On the one hand, the importance derives from the corpus of material from sites investigated over the years. On the other, it comes from the potential of undisturbed remains. A significant consideration for future developments is, therefore, the impacts of proposals on remnants of the past. Many areas are highly sensitive, and several are statutorily protected as nationally Scheduled Monuments. So what lies beneath, and what issues might there be for redevelopment? Inference as to what may be present can be drawn from previous excavations: burnt buildings; waterfronts; personal items; kilns; cemeteries; Rhenish wine barrels; churches; friaries; roads; bread; ship rivets; animal bones; craft; local and imported goods; leather; wood, plant remains… Future development sites have the potential to hold further evidence relating to the evolution of the settlement. Any sites near St Peter's, for example, may preserve more about earliest origins. College Street lies along the former strand line of the Orwell and the waterfront has developed since the 7th century through revetments built out successively deeper: sites between Bridge Street and The Mill, where timber structures have been recorded, may lie over surviving early stretches. Eastwards of St Peter's lie the monastic cemetery, foundations of Wolsey's College, and the Friends burial ground. Between Key Street, Star Lane and Fore Street, evaluation hints at the lost church of ‘Ostirbolt'. Cox Lane car park, a large Scheduled area, is probably the early ‘industrial' zone. Generally, the complexity and significance of urban archaeology is a consideration for development. The National Planning Policy Framework requires developers to present evidence on the significance of sites so that the impacts of development can be assessed in planning decisions. Evaluation also identifies the condition and vulnerability of remains - they are usually part of a long sequence and may have been affected by later foundations, cellars, basements and services.

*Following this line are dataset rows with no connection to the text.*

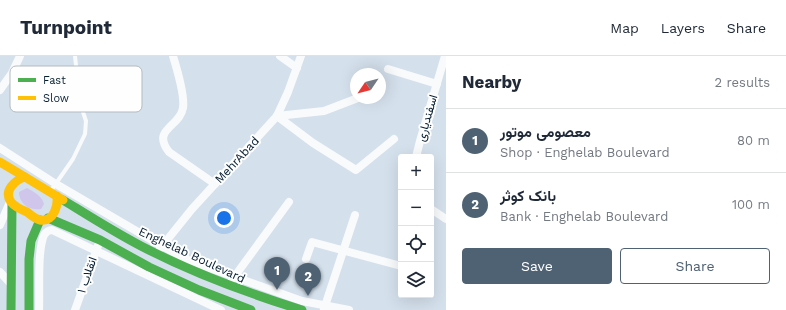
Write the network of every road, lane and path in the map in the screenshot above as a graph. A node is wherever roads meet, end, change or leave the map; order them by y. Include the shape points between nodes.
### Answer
1 (20, 56) edge
2 (75, 56) edge
3 (173, 56) edge
4 (280, 56) edge
5 (301, 56) edge
6 (446, 56) edge
7 (15, 66) edge
8 (76, 66) edge
9 (297, 68) junction
10 (388, 69) dead end
11 (10, 76) edge
12 (437, 84) junction
13 (0, 90) edge
14 (350, 101) edge
15 (83, 112) edge
16 (277, 116) junction
17 (394, 139) dead end
18 (0, 148) edge
19 (417, 154) edge
20 (0, 162) edge
21 (25, 177) junction
22 (56, 184) junction
23 (214, 184) junction
24 (0, 187) edge
25 (54, 194) junction
26 (10, 200) junction
27 (289, 202) dead end
28 (110, 211) dead end
29 (434, 211) edge
30 (84, 214) junction
31 (355, 215) dead end
32 (44, 219) junction
33 (446, 219) edge
34 (0, 225) edge
35 (76, 230) junction
36 (100, 240) junction
37 (162, 246) junction
38 (343, 251) junction
39 (93, 252) junction
40 (156, 254) junction
41 (12, 259) junction
42 (306, 259) dead end
43 (29, 260) junction
44 (398, 265) edge
45 (0, 272) edge
46 (234, 277) junction
47 (11, 284) junction
48 (228, 285) junction
49 (325, 308) edge
50 (11, 310) edge
51 (29, 310) edge
52 (39, 310) edge
53 (75, 310) edge
54 (221, 310) edge
55 (250, 310) edge
56 (302, 310) edge
57 (349, 310) edge

1 - 7 street
2 - 8 lane
3 - 23 street via 182,91 183,107 180,115 163,134 163,140 169,152
4 - 9 street
5 - 9 street, MehrAbad
6 - 12 street, اسفندیاری
9 - 16 street, MehrAbad
10 - 12 street
11 - 13 street
12 - 19 street, اسفندیاری
14 - 16 street via 324,111
15 - 22 lane via 86,121 85,134 73,159
16 - 17 street via 356,170
16 - 23 street, MehrAbad
18 - 22 street
20 - 21 main road, Enghelab Boulevard
21 - 25 main road, Enghelab Boulevard
21 - 26 main road via 12,184 9,190
22 - 25 lane
22 - 37 street
23 - 37 street, MehrAbad
24 - 26 main road
25 - 30 main road, Enghelab Boulevard
25 - 32 main road via 57,209
26 - 32 main road
26 - 34 street
26 - 41 main road
27 - 46 street
28 - 39 street
29 - 33 street
30 - 35 main road via 77,214 73,218 72,225
30 - 40 main road, Enghelab Boulevard
31 - 38 street
32 - 35 main road
32 - 43 main road via 31,241
35 - 36 main road
36 - 39 street, انقلاب ۱
36 - 55 main road via 149,267
37 - 40 street, MehrAbad
37 - 46 street via 190,261
38 - 42 street via 312,242
38 - 44 street
38 - 49 street
39 - 52 street via 52,230 46,232 40,260
39 - 53 street, انقلاب ۱
39 - 54 street
40 - 48 main road, Enghelab Boulevard
41 - 43 main road via 24,256
41 - 47 main road
43 - 51 main road
45 - 47 street
46 - 48 street
46 - 49 street
47 - 50 main road
48 - 56 main road, Enghelab Boulevard
49 - 57 street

Discussion between Ipswich Borough Council, Suffolk County Council, Historic England and developers on the principle and form of proposals is essential. To protect nationally important remains, management options may include preservation through set-aside, or, where feasible, through foundation design - although this presents logistical challenges if it is to be successful and avoid damage. If intrusive development impacts on a site are considered acceptable, high-quality excavation work and assessment is a means of ‘preserving by record', with enhancement of public understanding. Costs for this, which are the responsibility of the developer, can be high.
Across historic towns, archaeological management is one of the multiple considerations in the viability of new schemes. However, into the future the archaeological record is a unique and irreplaceable record of undocumented history for all periods of Ipswich's past, for which we have a collective responsibility to curate and promote.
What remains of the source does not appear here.